Bugün özellikle liselerde gençlerin kız meselesi nedeniyle birbirinin canına kast etmesi, uyuşturucunun okul kapısına kadar gelmesi, gençlerin ileriki yaşamları konusunda yetenekleri ile yön bulamaması, kişisel ilişkilerde sınır tanımaması gibi birçok sorunu atlar olduk.
Okullarda rehber öğretmenler ne yaparlar bir türlü anlamış değilim. Tenefüslerde bir Allah’ın kulu rehber öğretmenleri çocukların oyun alanlarındaki davranışlarını takip eder durumda göremez. Gençlerin arkadaşlarıyla ilişkilerini değerlendirme konusunda, gençleri gruplandırarak tartışma ortamlarında onların beklentilerini tespit etmek için çalışmalar düzenlemez. Allah aşkına ne yapar bu öğretmenler. Hatta diğer öğretmenler tarafından boşuna okulları işgal ediyorlar biz çalışıyoruz onlar oturuyor diye kendi meslektaşları tarafından eleştirildiklerine şahit oluyoruz.
Gençlerimizin intihara meyilleri de oldukça artmış durumda. Çünkü artık ne ailesiyle ne de arkadaşıyla bir şeyleri paylaşabilir durumda değil. Bakınız sosyal medyada eğitimli bir anne babanın kız çocuğunun kendinden yaşça çok büyük, olumsuz tiplerle arkadaş olduğunu gördüm. İnanın o kadar üzüldüm ki! Tarifi imkânsız. Sorumluluk sahibi olarak diyorsunuz ki bakın çocuğunuz başka isimle sosyal medyada olumsuz kişilerle, olumsuz yazışmalar içerisinde diye uyarayım. Ancak gelin görün ki aile de bu durumda sizi suçlu çıkaracak bahaneler üreteceğinden vazgeçiyorsunuz.
Aile ve çevre etkisiyle yeni açılan imam hatiplerde kendini bulan çocukların çoğunun da bu okullarda eğitim almak istemediğini görüyorsunuz. O çocuklar büyük bir stres ve baskı altında. Tabidir ki gitmek isteyen de gitmeli.
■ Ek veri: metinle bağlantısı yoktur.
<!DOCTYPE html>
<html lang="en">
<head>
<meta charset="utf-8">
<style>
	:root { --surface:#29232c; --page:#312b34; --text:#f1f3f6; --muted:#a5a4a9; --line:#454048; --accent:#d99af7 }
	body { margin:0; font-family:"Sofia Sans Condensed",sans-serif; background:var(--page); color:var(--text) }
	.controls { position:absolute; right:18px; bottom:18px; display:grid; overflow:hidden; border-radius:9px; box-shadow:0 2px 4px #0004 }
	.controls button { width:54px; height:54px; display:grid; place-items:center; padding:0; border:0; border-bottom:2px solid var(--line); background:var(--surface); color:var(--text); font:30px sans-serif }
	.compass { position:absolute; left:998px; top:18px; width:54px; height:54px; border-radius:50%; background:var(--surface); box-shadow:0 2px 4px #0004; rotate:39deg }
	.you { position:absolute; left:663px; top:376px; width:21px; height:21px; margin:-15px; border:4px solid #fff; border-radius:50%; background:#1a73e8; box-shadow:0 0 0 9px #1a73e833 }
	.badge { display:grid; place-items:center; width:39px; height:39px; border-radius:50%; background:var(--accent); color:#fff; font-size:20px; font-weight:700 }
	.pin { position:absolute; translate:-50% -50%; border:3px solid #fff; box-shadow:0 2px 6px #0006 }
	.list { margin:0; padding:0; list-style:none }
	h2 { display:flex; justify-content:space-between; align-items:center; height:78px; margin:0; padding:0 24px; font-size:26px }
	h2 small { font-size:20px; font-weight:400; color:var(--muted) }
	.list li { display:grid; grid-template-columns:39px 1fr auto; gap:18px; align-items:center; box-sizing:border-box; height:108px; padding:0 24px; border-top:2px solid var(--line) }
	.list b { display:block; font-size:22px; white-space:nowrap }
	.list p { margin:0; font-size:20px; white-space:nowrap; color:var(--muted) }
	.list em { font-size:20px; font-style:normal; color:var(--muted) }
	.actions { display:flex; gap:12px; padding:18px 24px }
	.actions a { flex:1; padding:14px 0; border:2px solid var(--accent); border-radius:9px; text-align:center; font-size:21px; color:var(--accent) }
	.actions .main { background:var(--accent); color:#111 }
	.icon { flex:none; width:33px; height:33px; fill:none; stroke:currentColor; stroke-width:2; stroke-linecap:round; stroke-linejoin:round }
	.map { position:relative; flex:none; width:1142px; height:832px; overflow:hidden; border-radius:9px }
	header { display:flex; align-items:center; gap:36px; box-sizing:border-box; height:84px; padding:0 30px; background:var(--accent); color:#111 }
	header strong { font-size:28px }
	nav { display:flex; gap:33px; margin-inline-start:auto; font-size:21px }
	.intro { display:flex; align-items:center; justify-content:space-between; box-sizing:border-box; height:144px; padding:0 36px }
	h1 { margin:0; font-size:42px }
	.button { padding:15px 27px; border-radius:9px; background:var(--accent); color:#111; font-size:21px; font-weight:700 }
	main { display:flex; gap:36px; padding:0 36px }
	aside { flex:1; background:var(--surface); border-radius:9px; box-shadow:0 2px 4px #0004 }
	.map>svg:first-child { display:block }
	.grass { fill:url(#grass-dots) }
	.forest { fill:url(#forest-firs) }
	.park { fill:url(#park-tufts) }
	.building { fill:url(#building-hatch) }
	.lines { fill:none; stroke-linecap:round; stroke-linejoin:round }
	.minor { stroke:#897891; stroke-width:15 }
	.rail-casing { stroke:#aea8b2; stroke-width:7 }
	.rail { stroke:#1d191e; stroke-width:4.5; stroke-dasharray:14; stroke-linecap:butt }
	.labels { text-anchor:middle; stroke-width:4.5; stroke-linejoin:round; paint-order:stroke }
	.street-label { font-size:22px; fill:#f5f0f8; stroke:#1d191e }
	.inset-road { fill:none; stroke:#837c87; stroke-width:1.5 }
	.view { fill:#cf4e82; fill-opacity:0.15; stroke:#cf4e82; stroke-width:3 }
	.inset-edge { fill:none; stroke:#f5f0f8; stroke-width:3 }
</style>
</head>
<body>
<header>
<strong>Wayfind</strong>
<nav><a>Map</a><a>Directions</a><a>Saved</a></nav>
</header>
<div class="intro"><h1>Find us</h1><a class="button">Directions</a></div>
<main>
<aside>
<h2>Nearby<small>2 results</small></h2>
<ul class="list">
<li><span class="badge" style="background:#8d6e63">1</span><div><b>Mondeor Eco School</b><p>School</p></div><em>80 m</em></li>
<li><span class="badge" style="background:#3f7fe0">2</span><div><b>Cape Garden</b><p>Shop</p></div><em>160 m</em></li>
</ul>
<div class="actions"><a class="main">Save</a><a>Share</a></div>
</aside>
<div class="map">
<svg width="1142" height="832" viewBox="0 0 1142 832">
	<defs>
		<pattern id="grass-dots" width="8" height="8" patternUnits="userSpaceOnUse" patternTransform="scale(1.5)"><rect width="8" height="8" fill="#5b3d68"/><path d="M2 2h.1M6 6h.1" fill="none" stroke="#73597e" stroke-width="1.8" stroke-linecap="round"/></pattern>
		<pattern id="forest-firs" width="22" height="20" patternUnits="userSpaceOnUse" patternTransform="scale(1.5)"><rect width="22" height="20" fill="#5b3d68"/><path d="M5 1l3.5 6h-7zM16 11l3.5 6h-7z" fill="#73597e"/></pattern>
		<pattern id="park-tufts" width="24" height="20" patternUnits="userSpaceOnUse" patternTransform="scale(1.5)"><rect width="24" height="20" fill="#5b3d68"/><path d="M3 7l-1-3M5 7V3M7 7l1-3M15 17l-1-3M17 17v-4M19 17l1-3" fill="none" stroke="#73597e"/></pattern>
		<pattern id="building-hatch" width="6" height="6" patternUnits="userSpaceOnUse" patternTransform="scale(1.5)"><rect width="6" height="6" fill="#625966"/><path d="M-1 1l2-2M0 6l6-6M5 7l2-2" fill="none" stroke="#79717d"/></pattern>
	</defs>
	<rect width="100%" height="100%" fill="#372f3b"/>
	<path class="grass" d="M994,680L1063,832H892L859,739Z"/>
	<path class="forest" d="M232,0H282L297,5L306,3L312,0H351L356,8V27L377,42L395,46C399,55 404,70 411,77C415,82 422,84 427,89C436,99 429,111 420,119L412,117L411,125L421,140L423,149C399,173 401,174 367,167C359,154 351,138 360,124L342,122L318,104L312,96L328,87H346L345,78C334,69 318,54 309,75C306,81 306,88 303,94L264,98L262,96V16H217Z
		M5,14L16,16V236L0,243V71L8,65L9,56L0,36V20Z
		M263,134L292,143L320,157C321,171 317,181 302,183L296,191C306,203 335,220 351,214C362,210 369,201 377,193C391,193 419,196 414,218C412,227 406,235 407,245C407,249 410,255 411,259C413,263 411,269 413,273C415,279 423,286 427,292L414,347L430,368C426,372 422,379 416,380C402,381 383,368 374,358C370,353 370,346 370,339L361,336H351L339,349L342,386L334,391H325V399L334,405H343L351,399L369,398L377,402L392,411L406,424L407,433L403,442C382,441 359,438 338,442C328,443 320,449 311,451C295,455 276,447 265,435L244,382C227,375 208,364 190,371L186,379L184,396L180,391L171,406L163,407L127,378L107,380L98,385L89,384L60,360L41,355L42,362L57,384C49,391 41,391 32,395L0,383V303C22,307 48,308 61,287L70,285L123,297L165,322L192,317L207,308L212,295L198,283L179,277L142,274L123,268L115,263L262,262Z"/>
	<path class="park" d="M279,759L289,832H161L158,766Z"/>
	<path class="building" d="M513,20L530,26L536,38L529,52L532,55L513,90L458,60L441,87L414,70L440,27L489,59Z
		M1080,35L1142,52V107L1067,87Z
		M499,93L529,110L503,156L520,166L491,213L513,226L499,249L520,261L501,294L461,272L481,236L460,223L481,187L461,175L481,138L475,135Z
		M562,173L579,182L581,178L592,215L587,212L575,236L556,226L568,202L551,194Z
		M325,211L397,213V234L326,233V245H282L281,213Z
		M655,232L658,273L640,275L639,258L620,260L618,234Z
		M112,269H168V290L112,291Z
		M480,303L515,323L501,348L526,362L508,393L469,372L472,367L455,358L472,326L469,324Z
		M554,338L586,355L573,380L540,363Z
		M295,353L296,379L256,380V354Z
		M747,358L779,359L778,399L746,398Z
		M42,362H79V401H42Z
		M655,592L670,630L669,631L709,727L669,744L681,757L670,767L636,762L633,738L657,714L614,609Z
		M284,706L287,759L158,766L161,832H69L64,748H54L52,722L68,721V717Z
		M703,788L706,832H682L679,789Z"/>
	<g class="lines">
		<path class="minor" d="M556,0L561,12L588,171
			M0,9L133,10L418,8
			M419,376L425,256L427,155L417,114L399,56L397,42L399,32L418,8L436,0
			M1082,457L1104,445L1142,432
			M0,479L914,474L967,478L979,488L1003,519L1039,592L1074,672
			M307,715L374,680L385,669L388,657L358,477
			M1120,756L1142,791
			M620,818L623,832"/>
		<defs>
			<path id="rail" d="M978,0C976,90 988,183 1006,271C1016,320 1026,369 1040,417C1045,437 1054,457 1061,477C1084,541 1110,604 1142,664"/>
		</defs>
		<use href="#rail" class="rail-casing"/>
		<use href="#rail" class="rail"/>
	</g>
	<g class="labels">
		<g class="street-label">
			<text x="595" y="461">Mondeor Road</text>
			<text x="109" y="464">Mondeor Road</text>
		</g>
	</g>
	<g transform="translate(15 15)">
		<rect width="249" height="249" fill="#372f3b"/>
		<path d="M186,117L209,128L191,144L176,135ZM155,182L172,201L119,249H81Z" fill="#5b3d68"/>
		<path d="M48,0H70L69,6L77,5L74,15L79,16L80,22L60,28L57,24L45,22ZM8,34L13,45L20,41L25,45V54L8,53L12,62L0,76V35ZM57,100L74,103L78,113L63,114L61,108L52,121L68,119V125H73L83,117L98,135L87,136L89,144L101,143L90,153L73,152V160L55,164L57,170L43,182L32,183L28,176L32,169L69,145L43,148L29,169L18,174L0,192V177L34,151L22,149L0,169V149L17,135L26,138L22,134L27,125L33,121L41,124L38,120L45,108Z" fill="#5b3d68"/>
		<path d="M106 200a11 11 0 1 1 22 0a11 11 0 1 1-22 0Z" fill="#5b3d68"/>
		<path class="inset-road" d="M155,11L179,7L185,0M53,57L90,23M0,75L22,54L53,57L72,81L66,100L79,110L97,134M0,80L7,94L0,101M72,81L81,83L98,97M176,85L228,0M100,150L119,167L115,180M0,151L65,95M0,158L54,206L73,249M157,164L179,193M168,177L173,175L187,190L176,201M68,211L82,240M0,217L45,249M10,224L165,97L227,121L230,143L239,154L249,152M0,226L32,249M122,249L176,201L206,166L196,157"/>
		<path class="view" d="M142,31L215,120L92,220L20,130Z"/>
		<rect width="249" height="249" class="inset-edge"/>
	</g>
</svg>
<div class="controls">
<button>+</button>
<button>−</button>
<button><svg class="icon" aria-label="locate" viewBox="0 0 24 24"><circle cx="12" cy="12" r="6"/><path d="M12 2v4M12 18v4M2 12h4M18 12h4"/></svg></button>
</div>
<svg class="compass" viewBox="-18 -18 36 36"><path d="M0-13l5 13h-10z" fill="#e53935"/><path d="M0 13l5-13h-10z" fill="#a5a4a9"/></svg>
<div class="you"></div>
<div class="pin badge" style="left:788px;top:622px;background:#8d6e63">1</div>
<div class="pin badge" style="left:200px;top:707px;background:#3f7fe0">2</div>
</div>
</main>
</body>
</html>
Ne yapılacak birçok sorun sıralıyorsunuz da çözüm ne dediğiniz de cevabın sorunun içinde yer aldığını göreceksiniz.
Bakın yine kulaklarımla şahit olduğum gençlerin dilinden dökülen sözleri aynen aktaracağım size “ ulan şuna bir kezzap atacaksın bir daha böyle giyinemeyecek” bu sözler kime bir genç kıza. Peki niye streç kot pantolon giydi diye. Düşünün genç kızın bacaklarını yakmayı düşünüyorlar. Bu nasıl bir canilik, bu nasıl bir bağnazlıktır anlamış değilim. Bırakın herkes istediğini giysin. Gerçekten gençlerimizin şiddete meyli arttı ve her gün bir şey duyacağız diye bekliyoruz.
Anneler babalar daha dikkatli olalım lütfen. Çocukların cebine para eline kocaman telefonlar bu çocuklar okula gidiyor mu gitmiyor mu kontrol eden dahi yok. Niye çocuk evden okula gideceğim diye çıktı.
Yine gözlerimle şahit olduğum okula devamsızlığı belgelemek için rapor almaya devlet hastanesine gelen öğrenciler. Doktor tepki gösterip raporu vermeyeceğini söyleyince genç kız “babama söylerim o zaman paşa paşa verirsiniz” aman Allahım bu nasıl bir şey. Sen okula devamsızlık yapacaksın sınıfta kalmamak için sahte yollara başvuracaksın, baban da bunu destekleyecek. E o zaman buna yuh denmez de ne denir bilmiyorum. Gelin siz değerlendirin.
Hakikaten konu o kadar derin ve can sıkıcı ki buna birilerinin dur demesi ve gereken önlemlerin alınması gerekiyor. Değilse anneler çocuklarını okula gönderdikleri zaman acaba başına ne geldi endişesiyle yaşamamalılar.